## [Your task]
Lines with the string "highway" in the data below: report how many there are, and write nothing but the number.

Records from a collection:
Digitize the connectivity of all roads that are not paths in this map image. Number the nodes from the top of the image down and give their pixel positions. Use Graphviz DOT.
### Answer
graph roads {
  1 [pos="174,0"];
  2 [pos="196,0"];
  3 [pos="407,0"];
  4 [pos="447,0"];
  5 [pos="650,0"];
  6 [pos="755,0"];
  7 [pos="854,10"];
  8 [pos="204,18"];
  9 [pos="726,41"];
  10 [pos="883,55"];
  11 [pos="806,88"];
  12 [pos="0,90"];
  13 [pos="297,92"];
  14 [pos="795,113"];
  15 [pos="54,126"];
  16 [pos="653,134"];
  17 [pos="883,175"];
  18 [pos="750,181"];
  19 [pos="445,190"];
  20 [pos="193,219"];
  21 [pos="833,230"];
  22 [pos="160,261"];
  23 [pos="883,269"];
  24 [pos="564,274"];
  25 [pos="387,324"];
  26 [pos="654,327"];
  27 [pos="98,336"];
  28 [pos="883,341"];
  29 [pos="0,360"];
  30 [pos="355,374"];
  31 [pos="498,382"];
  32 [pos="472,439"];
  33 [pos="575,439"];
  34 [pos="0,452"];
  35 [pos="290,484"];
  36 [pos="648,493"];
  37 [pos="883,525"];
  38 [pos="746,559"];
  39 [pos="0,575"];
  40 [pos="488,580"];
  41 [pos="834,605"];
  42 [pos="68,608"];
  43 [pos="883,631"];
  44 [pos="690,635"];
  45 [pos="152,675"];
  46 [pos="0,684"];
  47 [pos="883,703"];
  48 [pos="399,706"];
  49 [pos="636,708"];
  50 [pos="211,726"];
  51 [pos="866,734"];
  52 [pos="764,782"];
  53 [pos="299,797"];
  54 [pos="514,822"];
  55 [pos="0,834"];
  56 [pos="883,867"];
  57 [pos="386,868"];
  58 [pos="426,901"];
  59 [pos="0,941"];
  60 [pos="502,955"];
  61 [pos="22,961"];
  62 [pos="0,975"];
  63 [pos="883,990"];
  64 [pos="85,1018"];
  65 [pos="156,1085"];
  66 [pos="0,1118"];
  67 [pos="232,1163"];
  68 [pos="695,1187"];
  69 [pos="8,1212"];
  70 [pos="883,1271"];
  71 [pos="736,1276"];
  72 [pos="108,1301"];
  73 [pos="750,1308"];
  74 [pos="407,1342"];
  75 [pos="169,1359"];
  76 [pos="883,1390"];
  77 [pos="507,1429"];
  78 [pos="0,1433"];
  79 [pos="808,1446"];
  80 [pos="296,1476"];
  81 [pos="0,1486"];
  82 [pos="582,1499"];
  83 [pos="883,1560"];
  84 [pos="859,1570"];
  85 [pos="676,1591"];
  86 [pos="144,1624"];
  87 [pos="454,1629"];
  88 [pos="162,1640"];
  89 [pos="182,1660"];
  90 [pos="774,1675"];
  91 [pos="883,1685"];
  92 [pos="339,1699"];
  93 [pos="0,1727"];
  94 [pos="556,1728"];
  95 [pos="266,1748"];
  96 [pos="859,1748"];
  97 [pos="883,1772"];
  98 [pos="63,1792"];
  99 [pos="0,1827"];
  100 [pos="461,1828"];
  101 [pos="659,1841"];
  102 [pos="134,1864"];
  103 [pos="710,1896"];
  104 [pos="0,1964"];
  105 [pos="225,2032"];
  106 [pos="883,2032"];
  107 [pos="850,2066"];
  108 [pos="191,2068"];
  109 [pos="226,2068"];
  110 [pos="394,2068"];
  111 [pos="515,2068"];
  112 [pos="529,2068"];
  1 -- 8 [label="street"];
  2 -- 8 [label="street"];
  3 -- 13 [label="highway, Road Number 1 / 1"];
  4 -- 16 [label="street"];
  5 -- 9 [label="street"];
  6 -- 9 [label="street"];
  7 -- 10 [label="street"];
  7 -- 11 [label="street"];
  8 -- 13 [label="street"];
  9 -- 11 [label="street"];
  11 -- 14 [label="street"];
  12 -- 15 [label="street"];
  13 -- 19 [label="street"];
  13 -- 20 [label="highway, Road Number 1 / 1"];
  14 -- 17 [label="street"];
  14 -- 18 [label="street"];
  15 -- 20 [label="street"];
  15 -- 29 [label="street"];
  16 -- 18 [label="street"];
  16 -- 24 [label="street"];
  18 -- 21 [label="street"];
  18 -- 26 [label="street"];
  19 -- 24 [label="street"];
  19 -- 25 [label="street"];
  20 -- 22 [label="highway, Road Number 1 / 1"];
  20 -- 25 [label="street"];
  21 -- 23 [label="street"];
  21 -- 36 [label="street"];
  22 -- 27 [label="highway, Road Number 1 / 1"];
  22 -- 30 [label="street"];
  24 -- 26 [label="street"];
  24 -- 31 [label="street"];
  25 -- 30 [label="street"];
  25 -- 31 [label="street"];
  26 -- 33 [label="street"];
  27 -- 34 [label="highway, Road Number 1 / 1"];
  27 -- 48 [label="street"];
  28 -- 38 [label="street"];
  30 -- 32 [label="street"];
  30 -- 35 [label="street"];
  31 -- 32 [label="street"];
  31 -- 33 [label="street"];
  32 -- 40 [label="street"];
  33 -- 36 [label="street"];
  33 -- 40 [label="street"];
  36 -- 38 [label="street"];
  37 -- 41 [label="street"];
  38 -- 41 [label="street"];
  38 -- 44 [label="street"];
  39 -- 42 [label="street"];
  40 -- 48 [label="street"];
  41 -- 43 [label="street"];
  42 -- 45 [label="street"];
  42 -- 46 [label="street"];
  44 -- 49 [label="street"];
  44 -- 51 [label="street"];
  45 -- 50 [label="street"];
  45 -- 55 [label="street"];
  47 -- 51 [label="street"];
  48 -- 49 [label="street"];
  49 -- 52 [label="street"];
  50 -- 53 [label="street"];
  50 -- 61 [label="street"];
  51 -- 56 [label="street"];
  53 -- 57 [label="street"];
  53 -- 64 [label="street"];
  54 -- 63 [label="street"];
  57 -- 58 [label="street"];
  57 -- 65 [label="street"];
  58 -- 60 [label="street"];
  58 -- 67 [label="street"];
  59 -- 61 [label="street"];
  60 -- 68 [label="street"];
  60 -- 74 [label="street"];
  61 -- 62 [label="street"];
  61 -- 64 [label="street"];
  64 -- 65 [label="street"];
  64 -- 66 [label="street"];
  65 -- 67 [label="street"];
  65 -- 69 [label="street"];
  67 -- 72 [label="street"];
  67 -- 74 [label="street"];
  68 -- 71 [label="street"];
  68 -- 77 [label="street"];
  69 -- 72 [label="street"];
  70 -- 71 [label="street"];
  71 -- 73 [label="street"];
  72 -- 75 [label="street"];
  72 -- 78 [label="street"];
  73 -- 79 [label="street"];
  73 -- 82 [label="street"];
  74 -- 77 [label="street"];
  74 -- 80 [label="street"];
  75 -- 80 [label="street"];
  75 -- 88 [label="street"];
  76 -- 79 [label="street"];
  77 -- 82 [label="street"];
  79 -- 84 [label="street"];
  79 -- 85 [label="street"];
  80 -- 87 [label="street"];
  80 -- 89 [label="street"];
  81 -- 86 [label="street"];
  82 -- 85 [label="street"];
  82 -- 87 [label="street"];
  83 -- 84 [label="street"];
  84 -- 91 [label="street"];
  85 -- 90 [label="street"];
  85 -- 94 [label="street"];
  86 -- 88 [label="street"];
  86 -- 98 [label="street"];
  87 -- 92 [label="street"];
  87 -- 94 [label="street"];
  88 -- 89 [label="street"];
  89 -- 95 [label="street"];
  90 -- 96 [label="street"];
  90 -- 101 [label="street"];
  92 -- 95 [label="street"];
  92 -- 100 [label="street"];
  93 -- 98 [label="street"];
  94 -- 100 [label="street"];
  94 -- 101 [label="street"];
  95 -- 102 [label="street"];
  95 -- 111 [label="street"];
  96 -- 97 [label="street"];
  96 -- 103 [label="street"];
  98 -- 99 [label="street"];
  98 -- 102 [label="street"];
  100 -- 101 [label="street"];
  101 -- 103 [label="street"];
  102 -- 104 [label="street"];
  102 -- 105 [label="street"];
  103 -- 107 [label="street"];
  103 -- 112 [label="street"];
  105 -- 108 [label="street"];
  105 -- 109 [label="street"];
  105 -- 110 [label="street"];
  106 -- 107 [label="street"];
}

## [Final answer]
5